Вторая половина года прошла в дописывании романа, его печатании, работе с редактором, интервью, выступлениях и прочей суете. Видимо, это интересно лет в 30.
Надпись на романе, подаренном в день рождения:
Тому назад уж … лет
Твердила ты: пиши! Пиши!
И пред закатом я на свет
Все ж нечто вылил из души.
Тебе тут многое не ново:
Все та же Стеллера корова,
Быки, верблюды, кони, псы,
Озер, степей и ям красы,
Семьи за пропитанье Kampf,
Печник профессор Резенкапф…
……………………………………
<…> 2.1.2002.
– Первая серьезная книга последних лет. Никакого постмодернизма. Что ты сейчас свободный человек – неудивительно, но по роману видно, что ты и раньше был таковым. Много трогательных вещей: Гагин, учительница, которая каталась на венике. Юмор свой, особый. <…>
Смутила: «Видно, что автор хороший и добрый человек. Я тебя знаю 40 лет, и это подтвердилось».
Оказалось много общих вчувствований. Я тоже пересматриваю старые фотографии и с ужасом думаю: все покойники! Даже этот 6-тилетний мальчик. Может, жив? Ему должно быть 95 лет. Не, вряд ли.
Сказал ему, как тяжело мне было писать последнюю главу, где про это.
– Еще бы! В пьесах – я написал 48 пьес – легче, но и там тяжело об этом. Работа на износ.

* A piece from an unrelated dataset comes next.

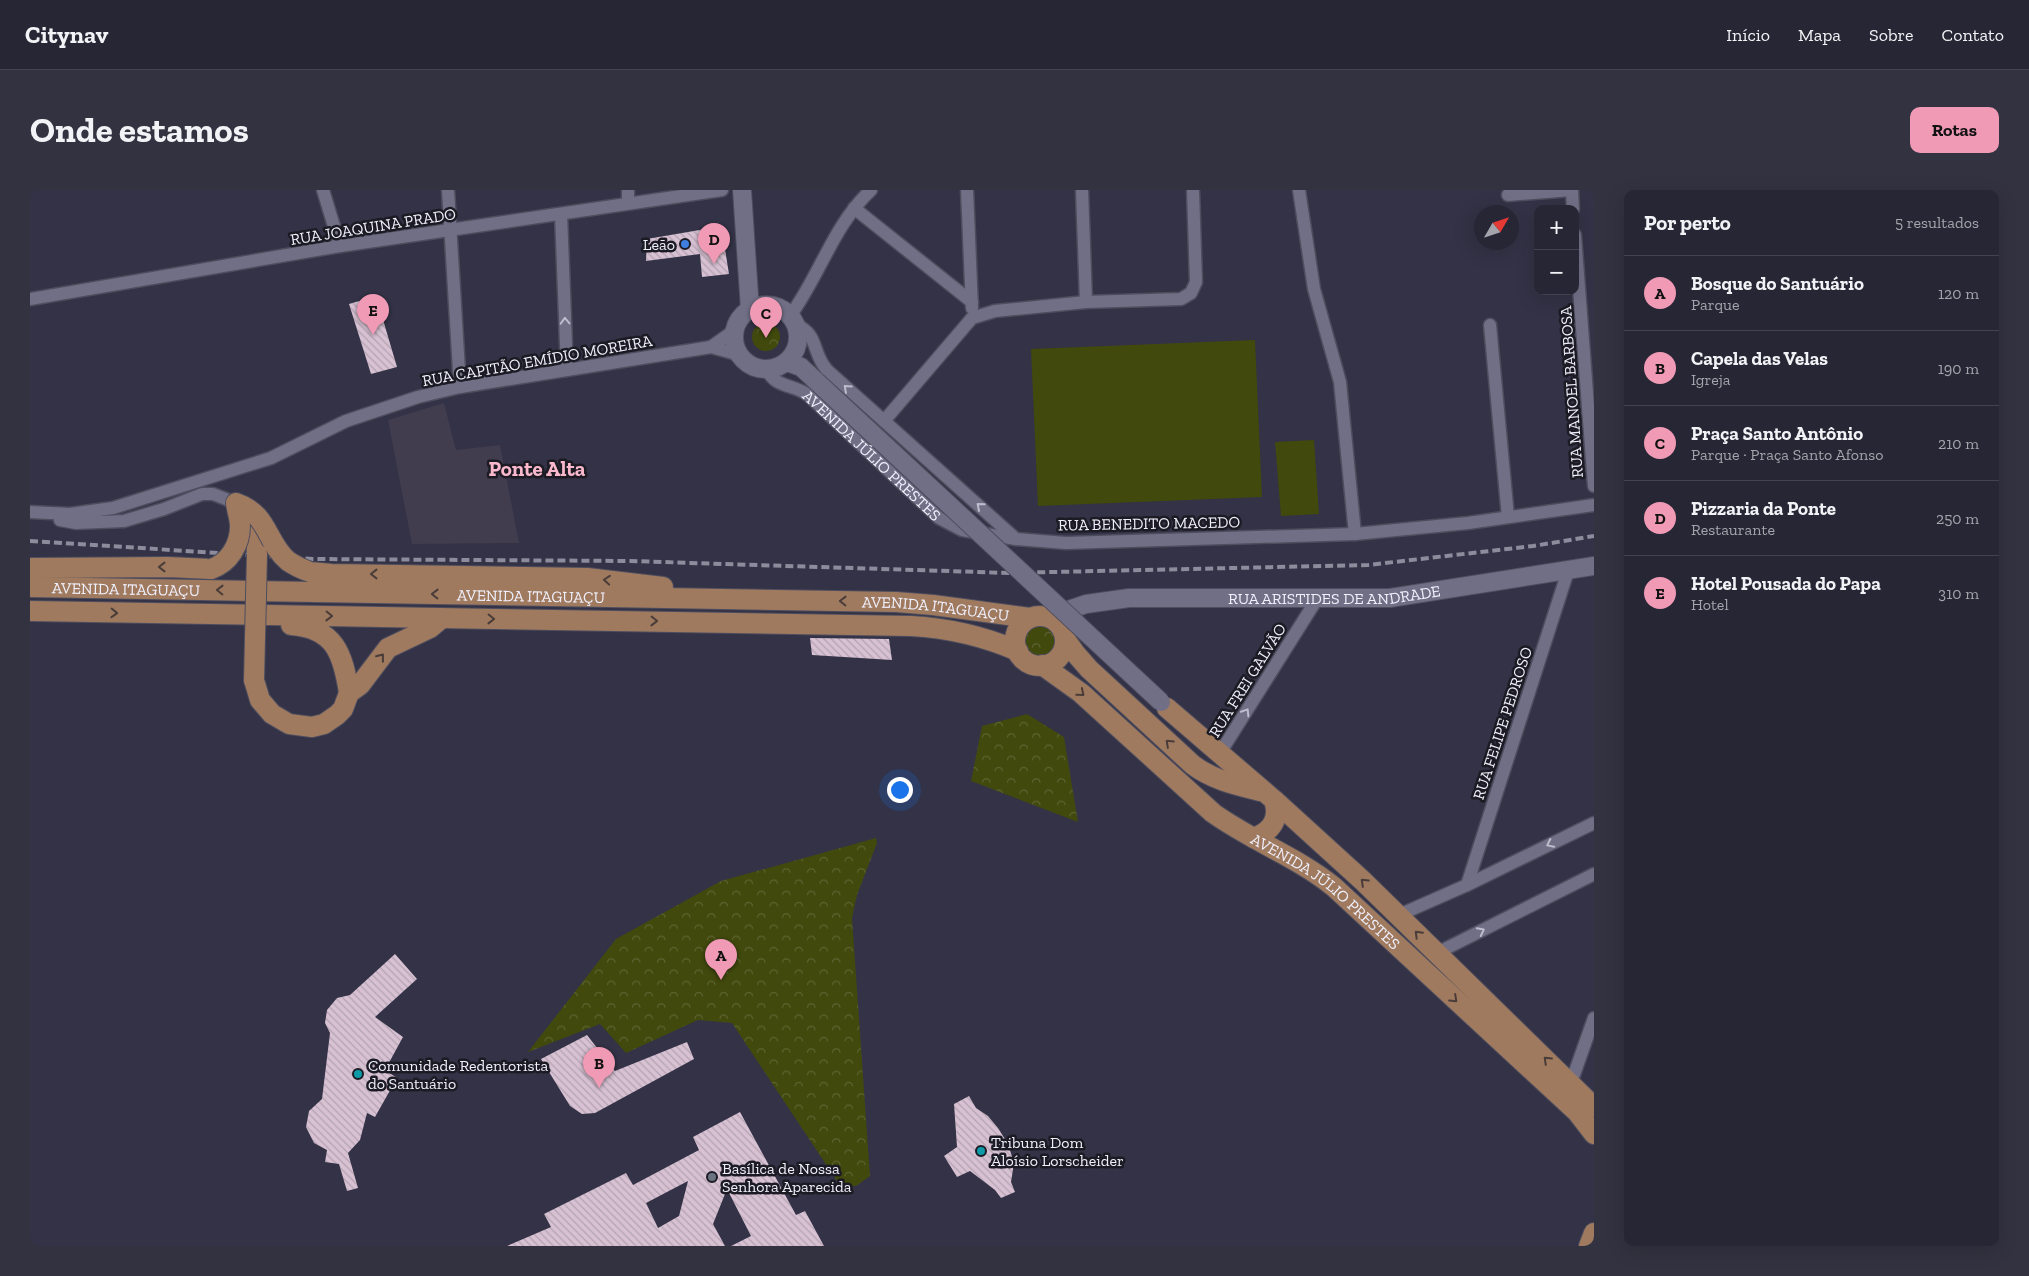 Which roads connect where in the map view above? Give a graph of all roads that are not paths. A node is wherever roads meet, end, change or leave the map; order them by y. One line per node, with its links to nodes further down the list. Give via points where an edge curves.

– Давно не читал ничего подобного. Замечательная книга. Какой язык! А сколько замечательных мыслей! <Первый, кто сказал про мысли, а я-то считал, что это первое, что заметят> Память у вас просто фантастическая. Целая энциклопедия вещей, людей, ситуаций эпохи. Если все это расположить в алфавитном порядке, действительно получится энциклопедия. Это имеет историческую ценность. И озера, и лес, и лошади, и верблюды. И печи, и копанье земли. Я подумал, как бы был рад Твардовский, прочитав такую книгу. Все это потрясающе описано. Я встречал на фронте таких людей, которые всё могут, – сам я копать терпеть не могу. Про окапыванье у вас правильно – под огнем копали «ячейку для положения лежа». Правда, постепенно переставали, притерпевались, надоедало… Даже каски не надевали. Чаще всего погибали ребята приблатненные – сам черт не брат, мне приказывают, а я не хочу! А «деревня» – та окапывалась – и оставалась жива <…>.
Много трогательного. Читается – не оторвешься, а ведь нет единого сюжета. Читать хочется не торопясь, что я и сделал.
Как всегда, мне стало неудобно, и я перевел разговор на его поэзию – как в Студии худ. слова у Оленина мы учили «Мальчишку», какие у него эссе <…>, про его мемуары и проч. – все это я читаю с 60-го года.
– Прочел ваш роман с великим удовольствием. Очень хорошая книжка. Очаровательный дед, да еще подсвечен другими – отцом, мамой, соседями. Я читал даже с некоторой завистью – у меня не было ни прямого деда, ни отца. И очень хорошо написано. <…>
Очень важно, что вы показываете: семья выстояла, не перемололась, как пишут обычно. Ощущение целого особого мира. Вас миновала чаша сия, а у меня ведь есть госпитальные впечатления, там солдаты говорили так же откровенно, как и у вас в романе: «дальше фронта не сошлют». Потом, правда, выяснилось, что были и худшие меры воздействия. Кроме того, ведь была надежда, что что-то изменится. Ведь написал же Овечкин повесть «С фронтовым приветом» Я многое тогда не понимал, был зелен, попал на фронт после школьной скамьи, но тоже это чувствовал. И потом: как облака на небе идут в разные стороны – на разных высотах, – так и люди думают по-разному. Всё было.